▶ ABOUT THIS EXERCISE:
Could you repeat the records below exactly as written?

• • • •

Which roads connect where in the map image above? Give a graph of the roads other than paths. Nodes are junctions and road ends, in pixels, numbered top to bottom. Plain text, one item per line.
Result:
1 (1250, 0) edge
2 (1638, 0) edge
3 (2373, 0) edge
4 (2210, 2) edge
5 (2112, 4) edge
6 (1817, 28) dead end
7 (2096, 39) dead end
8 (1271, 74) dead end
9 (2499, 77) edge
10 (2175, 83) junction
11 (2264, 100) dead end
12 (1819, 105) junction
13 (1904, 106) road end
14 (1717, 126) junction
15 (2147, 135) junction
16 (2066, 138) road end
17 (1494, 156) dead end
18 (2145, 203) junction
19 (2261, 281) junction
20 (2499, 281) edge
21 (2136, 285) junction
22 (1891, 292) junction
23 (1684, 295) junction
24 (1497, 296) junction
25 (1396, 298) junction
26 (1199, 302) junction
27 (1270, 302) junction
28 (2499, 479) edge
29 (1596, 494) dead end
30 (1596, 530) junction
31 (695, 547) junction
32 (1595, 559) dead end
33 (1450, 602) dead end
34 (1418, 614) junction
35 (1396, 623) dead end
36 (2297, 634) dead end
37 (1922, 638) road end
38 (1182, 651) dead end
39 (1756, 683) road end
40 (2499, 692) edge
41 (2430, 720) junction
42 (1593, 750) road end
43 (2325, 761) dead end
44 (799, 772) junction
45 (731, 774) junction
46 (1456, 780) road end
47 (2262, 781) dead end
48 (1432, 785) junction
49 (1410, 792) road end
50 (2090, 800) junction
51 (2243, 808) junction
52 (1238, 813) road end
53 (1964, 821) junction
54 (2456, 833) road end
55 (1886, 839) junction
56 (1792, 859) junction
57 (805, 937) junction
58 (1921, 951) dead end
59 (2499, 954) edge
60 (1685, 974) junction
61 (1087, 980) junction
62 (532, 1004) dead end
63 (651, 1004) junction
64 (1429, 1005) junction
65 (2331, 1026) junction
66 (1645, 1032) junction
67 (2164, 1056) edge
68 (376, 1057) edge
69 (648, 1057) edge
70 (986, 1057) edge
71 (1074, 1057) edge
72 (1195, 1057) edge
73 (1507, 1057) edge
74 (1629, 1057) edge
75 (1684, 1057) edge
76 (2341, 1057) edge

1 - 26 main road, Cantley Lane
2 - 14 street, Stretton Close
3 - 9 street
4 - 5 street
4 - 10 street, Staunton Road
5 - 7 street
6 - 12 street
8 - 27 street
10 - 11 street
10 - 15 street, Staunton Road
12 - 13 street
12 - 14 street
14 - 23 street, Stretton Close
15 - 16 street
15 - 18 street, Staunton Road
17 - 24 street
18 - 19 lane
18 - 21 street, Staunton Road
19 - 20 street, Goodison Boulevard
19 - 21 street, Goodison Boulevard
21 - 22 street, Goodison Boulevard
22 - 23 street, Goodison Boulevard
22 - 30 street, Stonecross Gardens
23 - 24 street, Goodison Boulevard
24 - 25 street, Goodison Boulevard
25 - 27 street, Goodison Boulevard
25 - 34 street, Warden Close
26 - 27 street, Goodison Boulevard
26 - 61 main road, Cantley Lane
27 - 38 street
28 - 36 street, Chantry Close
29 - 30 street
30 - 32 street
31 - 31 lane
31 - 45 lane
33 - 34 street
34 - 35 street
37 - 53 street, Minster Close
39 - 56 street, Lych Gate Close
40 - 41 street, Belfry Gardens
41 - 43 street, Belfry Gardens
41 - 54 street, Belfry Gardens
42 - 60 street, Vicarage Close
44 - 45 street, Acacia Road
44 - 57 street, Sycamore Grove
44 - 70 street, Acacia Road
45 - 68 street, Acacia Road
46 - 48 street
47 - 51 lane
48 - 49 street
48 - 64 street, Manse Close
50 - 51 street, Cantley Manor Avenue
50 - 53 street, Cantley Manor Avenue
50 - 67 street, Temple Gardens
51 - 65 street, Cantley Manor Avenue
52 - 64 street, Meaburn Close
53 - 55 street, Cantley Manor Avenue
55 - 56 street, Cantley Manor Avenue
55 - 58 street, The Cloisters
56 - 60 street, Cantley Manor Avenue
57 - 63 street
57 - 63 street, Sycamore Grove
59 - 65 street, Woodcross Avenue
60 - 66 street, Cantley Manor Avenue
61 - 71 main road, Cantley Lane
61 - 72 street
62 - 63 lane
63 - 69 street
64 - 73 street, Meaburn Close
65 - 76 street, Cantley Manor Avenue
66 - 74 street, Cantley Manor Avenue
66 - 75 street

• • • •

▶ RESPONSE:
Which roads connect where in the map image above? Give a graph of the roads other than paths. Nodes are junctions and road ends, in pixels, numbered top to bottom. Plain text, one item per line.
Result:
1 (1250, 0) edge
2 (1638, 0) edge
3 (2373, 0) edge
4 (2210, 2) edge
5 (2112, 4) edge
6 (1817, 28) dead end
7 (2096, 39) dead end
8 (1271, 74) dead end
9 (2499, 77) edge
10 (2175, 83) junction
11 (2264, 100) dead end
12 (1819, 105) junction
13 (1904, 106) road end
14 (1717, 126) junction
15 (2147, 135) junction
16 (2066, 138) road end
17 (1494, 156) dead end
18 (2145, 203) junction
19 (2261, 281) junction
20 (2499, 281) edge
21 (2136, 285) junction
22 (1891, 292) junction
23 (1684, 295) junction
24 (1497, 296) junction
25 (1396, 298) junction
26 (1199, 302) junction
27 (1270, 302) junction
28 (2499, 479) edge
29 (1596, 494) dead end
30 (1596, 530) junction
31 (695, 547) junction
32 (1595, 559) dead end
33 (1450, 602) dead end
34 (1418, 614) junction
35 (1396, 623) dead end
36 (2297, 634) dead end
37 (1922, 638) road end
38 (1182, 651) dead end
39 (1756, 683) road end
40 (2499, 692) edge
41 (2430, 720) junction
42 (1593, 750) road end
43 (2325, 761) dead end
44 (799, 772) junction
45 (731, 774) junction
46 (1456, 780) road end
47 (2262, 781) dead end
48 (1432, 785) junction
49 (1410, 792) road end
50 (2090, 800) junction
51 (2243, 808) junction
52 (1238, 813) road end
53 (1964, 821) junction
54 (2456, 833) road end
55 (1886, 839) junction
56 (1792, 859) junction
57 (805, 937) junction
58 (1921, 951) dead end
59 (2499, 954) edge
60 (1685, 974) junction
61 (1087, 980) junction
62 (532, 1004) dead end
63 (651, 1004) junction
64 (1429, 1005) junction
65 (2331, 1026) junction
66 (1645, 1032) junction
67 (2164, 1056) edge
68 (376, 1057) edge
69 (648, 1057) edge
70 (986, 1057) edge
71 (1074, 1057) edge
72 (1195, 1057) edge
73 (1507, 1057) edge
74 (1629, 1057) edge
75 (1684, 1057) edge
76 (2341, 1057) edge

1 - 26 main road, Cantley Lane
2 - 14 street, Stretton Close
3 - 9 street
4 - 5 street
4 - 10 street, Staunton Road
5 - 7 street
6 - 12 street
8 - 27 street
10 - 11 street
10 - 15 street, Staunton Road
12 - 13 street
12 - 14 street
14 - 23 street, Stretton Close
15 - 16 street
15 - 18 street, Staunton Road
17 - 24 street
18 - 19 lane
18 - 21 street, Staunton Road
19 - 20 street, Goodison Boulevard
19 - 21 street, Goodison Boulevard
21 - 22 street, Goodison Boulevard
22 - 23 street, Goodison Boulevard
22 - 30 street, Stonecross Gardens
23 - 24 street, Goodison Boulevard
24 - 25 street, Goodison Boulevard
25 - 27 street, Goodison Boulevard
25 - 34 street, Warden Close
26 - 27 street, Goodison Boulevard
26 - 61 main road, Cantley Lane
27 - 38 street
28 - 36 street, Chantry Close
29 - 30 street
30 - 32 street
31 - 31 lane
31 - 45 lane
33 - 34 street
34 - 35 street
37 - 53 street, Minster Close
39 - 56 street, Lych Gate Close
40 - 41 street, Belfry Gardens
41 - 43 street, Belfry Gardens
41 - 54 street, Belfry Gardens
42 - 60 street, Vicarage Close
44 - 45 street, Acacia Road
44 - 57 street, Sycamore Grove
44 - 70 street, Acacia Road
45 - 68 street, Acacia Road
46 - 48 street
47 - 51 lane
48 - 49 street
48 - 64 street, Manse Close
50 - 51 street, Cantley Manor Avenue
50 - 53 street, Cantley Manor Avenue
50 - 67 street, Temple Gardens
51 - 65 street, Cantley Manor Avenue
52 - 64 street, Meaburn Close
53 - 55 street, Cantley Manor Avenue
55 - 56 street, Cantley Manor Avenue
55 - 58 street, The Cloisters
56 - 60 street, Cantley Manor Avenue
57 - 63 street
57 - 63 street, Sycamore Grove
59 - 65 street, Woodcross Avenue
60 - 66 street, Cantley Manor Avenue
61 - 71 main road, Cantley Lane
61 - 72 street
62 - 63 lane
63 - 69 street
64 - 73 street, Meaburn Close
65 - 76 street, Cantley Manor Avenue
66 - 74 street, Cantley Manor Avenue
66 - 75 street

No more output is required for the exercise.